Echec retentissant du Polisario et de ses sympathisants au Sénat espagnol

Le Sénat espagnol a infligé un nouveau camouflet au Polisario et à ses supporters ibériques, en rejetant ce mercredi, une motion présentée par un parti catalan, dans laquelle il exigeait une reconnaissance officielle par l’Etat espagnol de la prétendue république sahraouie «RASD» comme un Etat souverain.

Lors d’un vote à l’hémicycle espagnol, la motion présentée par le parti «Izquierda Republicana de Cataluña» (La gauche républicaine de Catalogne – ERC) a été largement rejetée par le parti populaire (PP- au pouvoir), et soutenue par trois petites formations à savoir: l’ERC, Unidos Podemos et PNV (Parti national basque).

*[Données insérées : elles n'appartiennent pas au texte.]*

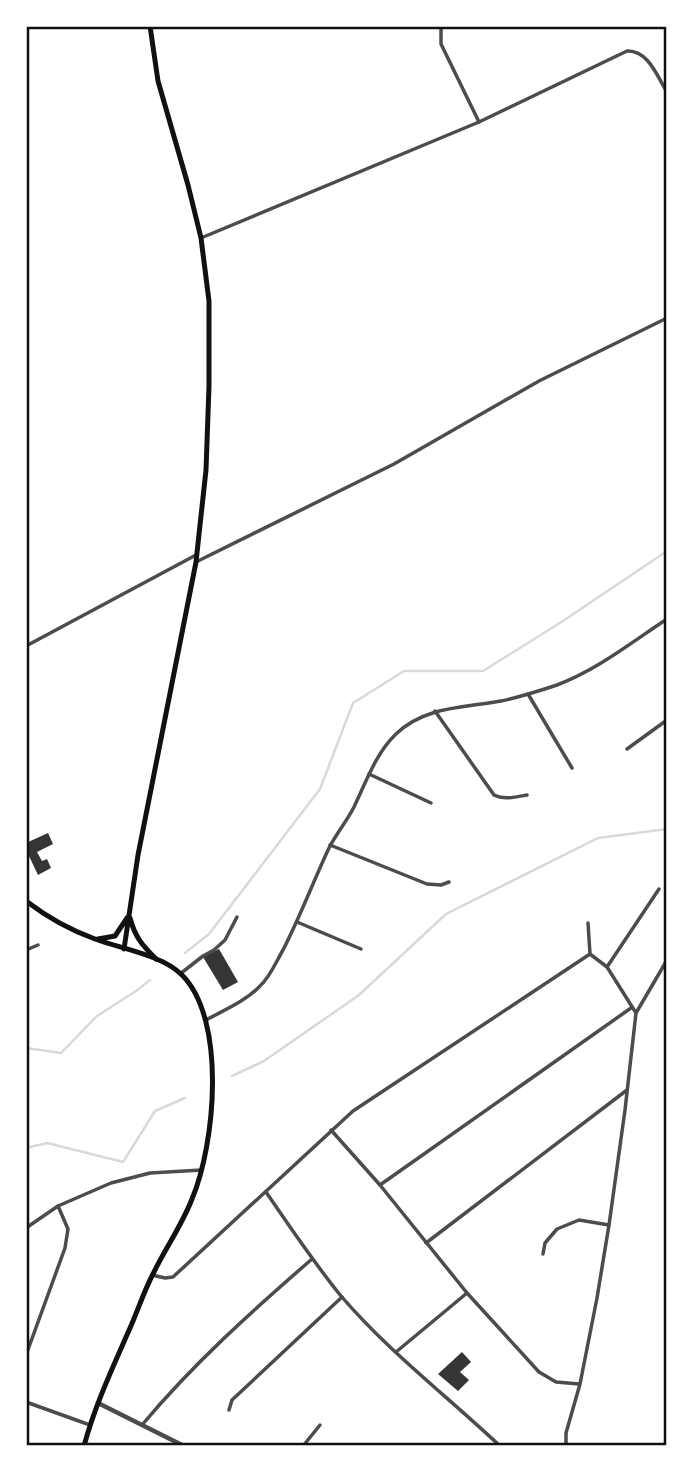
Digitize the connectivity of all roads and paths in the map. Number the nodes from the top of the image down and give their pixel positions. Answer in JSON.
{"nodes":[{"id":1,"x":441,"y":26,"type":"edge"},
{"id":2,"x":150,"y":28,"type":"edge"},
{"id":3,"x":667,"y":92,"type":"edge"},
{"id":4,"x":478,"y":122,"type":"junction"},
{"id":5,"x":201,"y":238,"type":"junction"},
{"id":6,"x":667,"y":318,"type":"edge"},
{"id":7,"x":197,"y":554,"type":"junction"},
{"id":8,"x":197,"y":562,"type":"junction"},
{"id":9,"x":667,"y":619,"type":"edge"},
{"id":10,"x":26,"y":646,"type":"edge"},
{"id":11,"x":528,"y":694,"type":"junction"},
{"id":12,"x":435,"y":711,"type":"junction"},
{"id":13,"x":667,"y":720,"type":"edge"},
{"id":14,"x":627,"y":748,"type":"dead end"},
{"id":15,"x":572,"y":768,"type":"dead end"},
{"id":16,"x":369,"y":774,"type":"junction"},
{"id":17,"x":527,"y":795,"type":"dead end"},
{"id":18,"x":431,"y":803,"type":"dead end"},
{"id":19,"x":330,"y":845,"type":"junction"},
{"id":20,"x":449,"y":882,"type":"dead end"},
{"id":21,"x":659,"y":889,"type":"dead end"},
{"id":22,"x":26,"y":901,"type":"edge"},
{"id":23,"x":129,"y":915,"type":"junction"},
{"id":24,"x":237,"y":917,"type":"dead end"},
{"id":25,"x":297,"y":922,"type":"junction"},
{"id":26,"x":588,"y":923,"type":"dead end"},
{"id":27,"x":94,"y":939,"type":"junction"},
{"id":28,"x":38,"y":945,"type":"dead end"},
{"id":29,"x":361,"y":949,"type":"dead end"},
{"id":30,"x":26,"y":950,"type":"edge"},
{"id":31,"x":124,"y":950,"type":"junction"},
{"id":32,"x":590,"y":954,"type":"junction"},
{"id":33,"x":158,"y":960,"type":"junction"},
{"id":34,"x":667,"y":960,"type":"edge"},
{"id":35,"x":607,"y":967,"type":"junction"},
{"id":36,"x":180,"y":974,"type":"junction"},
{"id":37,"x":631,"y":1008,"type":"junction"},
{"id":38,"x":636,"y":1013,"type":"junction"},
{"id":39,"x":206,"y":1020,"type":"junction"},
{"id":40,"x":627,"y":1090,"type":"junction"},
{"id":41,"x":331,"y":1130,"type":"junction"},
{"id":42,"x":202,"y":1170,"type":"junction"},
{"id":43,"x":380,"y":1185,"type":"junction"},
{"id":44,"x":266,"y":1192,"type":"junction"},
{"id":45,"x":58,"y":1206,"type":"junction"},
{"id":46,"x":609,"y":1225,"type":"junction"},
{"id":47,"x":26,"y":1228,"type":"edge"},
{"id":48,"x":426,"y":1243,"type":"junction"},
{"id":49,"x":543,"y":1254,"type":"dead end"},
{"id":50,"x":312,"y":1259,"type":"junction"},
{"id":51,"x":152,"y":1275,"type":"junction"},
{"id":52,"x":467,"y":1293,"type":"junction"},
{"id":53,"x":342,"y":1297,"type":"junction"},
{"id":54,"x":396,"y":1352,"type":"junction"},
{"id":55,"x":26,"y":1355,"type":"edge"},
{"id":56,"x":580,"y":1384,"type":"junction"},
{"id":57,"x":26,"y":1402,"type":"edge"},
{"id":58,"x":97,"y":1402,"type":"junction"},
{"id":59,"x":229,"y":1410,"type":"dead end"},
{"id":60,"x":320,"y":1424,"type":"dead end"},
{"id":61,"x":90,"y":1425,"type":"junction"},
{"id":62,"x":142,"y":1425,"type":"junction"},
{"id":63,"x":84,"y":1446,"type":"edge"},
{"id":64,"x":184,"y":1446,"type":"edge"},
{"id":65,"x":303,"y":1446,"type":"edge"},
{"id":66,"x":500,"y":1446,"type":"edge"},
{"id":67,"x":566,"y":1446,"type":"edge"}],
"edges":[{"from":1,"to":4,"type":"street"},
{"from":2,"to":5,"type":"main road"},
{"from":3,"to":4,"type":"street"},
{"from":4,"to":5,"type":"street"},
{"from":5,"to":7,"type":"main road"},
{"from":6,"to":8,"type":"street"},
{"from":7,"to":8,"type":"main road"},
{"from":7,"to":10,"type":"street"},
{"from":8,"to":23,"type":"main road"},
{"from":9,"to":11,"type":"street"},
{"from":11,"to":12,"type":"street"},
{"from":11,"to":15,"type":"street"},
{"from":12,"to":16,"type":"street"},
{"from":12,"to":17,"type":"street"},
{"from":13,"to":14,"type":"street"},
{"from":16,"to":18,"type":"street"},
{"from":16,"to":19,"type":"street"},
{"from":19,"to":20,"type":"street"},
{"from":19,"to":25,"type":"street"},
{"from":21,"to":35,"type":"street"},
{"from":22,"to":27,"type":"main road"},
{"from":23,"to":27,"type":"main road"},
{"from":23,"to":31,"type":"main road"},
{"from":23,"to":33,"type":"main road"},
{"from":24,"to":36,"type":"street"},
{"from":25,"to":29,"type":"street"},
{"from":25,"to":39,"type":"street"},
{"from":26,"to":32,"type":"street"},
{"from":27,"to":31,"type":"main road"},
{"from":28,"to":30,"type":"street"},
{"from":31,"to":33,"type":"main road"},
{"from":32,"to":35,"type":"street"},
{"from":32,"to":41,"type":"street"},
{"from":33,"to":36,"type":"main road"},
{"from":34,"to":38,"type":"street"},
{"from":35,"to":37,"type":"street"},
{"from":36,"to":39,"type":"main road"},
{"from":37,"to":38,"type":"street"},
{"from":37,"to":43,"type":"street"},
{"from":38,"to":40,"type":"street"},
{"from":39,"to":42,"type":"main road"},
{"from":40,"to":46,"type":"street"},
{"from":40,"to":48,"type":"street"},
{"from":41,"to":43,"type":"street"},
{"from":41,"to":44,"type":"street"},
{"from":42,"to":45,"type":"street"},
{"from":42,"to":51,"type":"main road"},
{"from":43,"to":48,"type":"street"},
{"from":44,"to":50,"type":"street"},
{"from":44,"to":51,"type":"street"},
{"from":45,"to":47,"type":"street"},
{"from":45,"to":55,"type":"street"},
{"from":46,"to":49,"type":"street"},
{"from":46,"to":56,"type":"street"},
{"from":48,"to":52,"type":"street"},
{"from":50,"to":53,"type":"street"},
{"from":50,"to":62,"type":"street"},
{"from":51,"to":58,"type":"main road"},
{"from":52,"to":54,"type":"street"},
{"from":52,"to":56,"type":"street"},
{"from":53,"to":54,"type":"street"},
{"from":53,"to":59,"type":"street"},
{"from":54,"to":66,"type":"street"},
{"from":56,"to":67,"type":"street"},
{"from":57,"to":61,"type":"street"},
{"from":58,"to":61,"type":"main road"},
{"from":58,"to":62,"type":"street"},
{"from":60,"to":65,"type":"street"},
{"from":61,"to":63,"type":"main road"},
{"from":62,"to":64,"type":"street"}]}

Le parti socialiste ouvrier espagnol (PSOE) et Ciudadanos (centre droit) se sont abstenus.

Dans cette motion concoctée par le sénateur catalan, Jordi Martí, l’ERC proposait en plus l’établissement de relations diplomatiques entre Madrid et le Front Polisario et l’octroi de bourses à des étudiants sahraouis issus des camps de Tindouf.

Les députés d’Izquierda Republicana de Cataluña cherchaient également à travers cette motion, à faire pression sur le gouvernement espagnol pour œuvrer à l’organisation d’un référendum d’autodétermination au Sahara Occidental.

La nouvelle manœuvre des parties hostiles à la souveraineté du Maroc et à son intégrité territoriale, intervient au lendemain du retour triomphal du Royaume au sein de l’Union africaine (UA).

Après avoir essuyé un revers inattendu sur l’échiquier africain où la majorité écrasante des Etats membres de l’UA (39 sur 54 pays) ont soutenu le retour du Maroc, la diplomatie algérienne qui défend à bras le corps les thèses séparatistes du Polisario, s’est retournée vers l’Europe en espérant marquer quelques points dans la bataille diplomatique acharnée qu’elle livre au voisin marocain et faire oublier en même temps, le cuisant échec qu’il a encaissé à l’Union africaine.

Pour y parvenir, les diplomates algériens comptent sur les lobbys et quelques corps associatifs européens qui éprouvent encore de la sympathie envers le Polisario et les milliers de Sahraouis qu’il séquestre sur le sol algérien, mais c’est sans compter avec le large soutien dont jouit le Maroc au sein de l’Union Européenne, dont il constitue le plus grand allié stratégique sur la rive sud de la Méditerranée.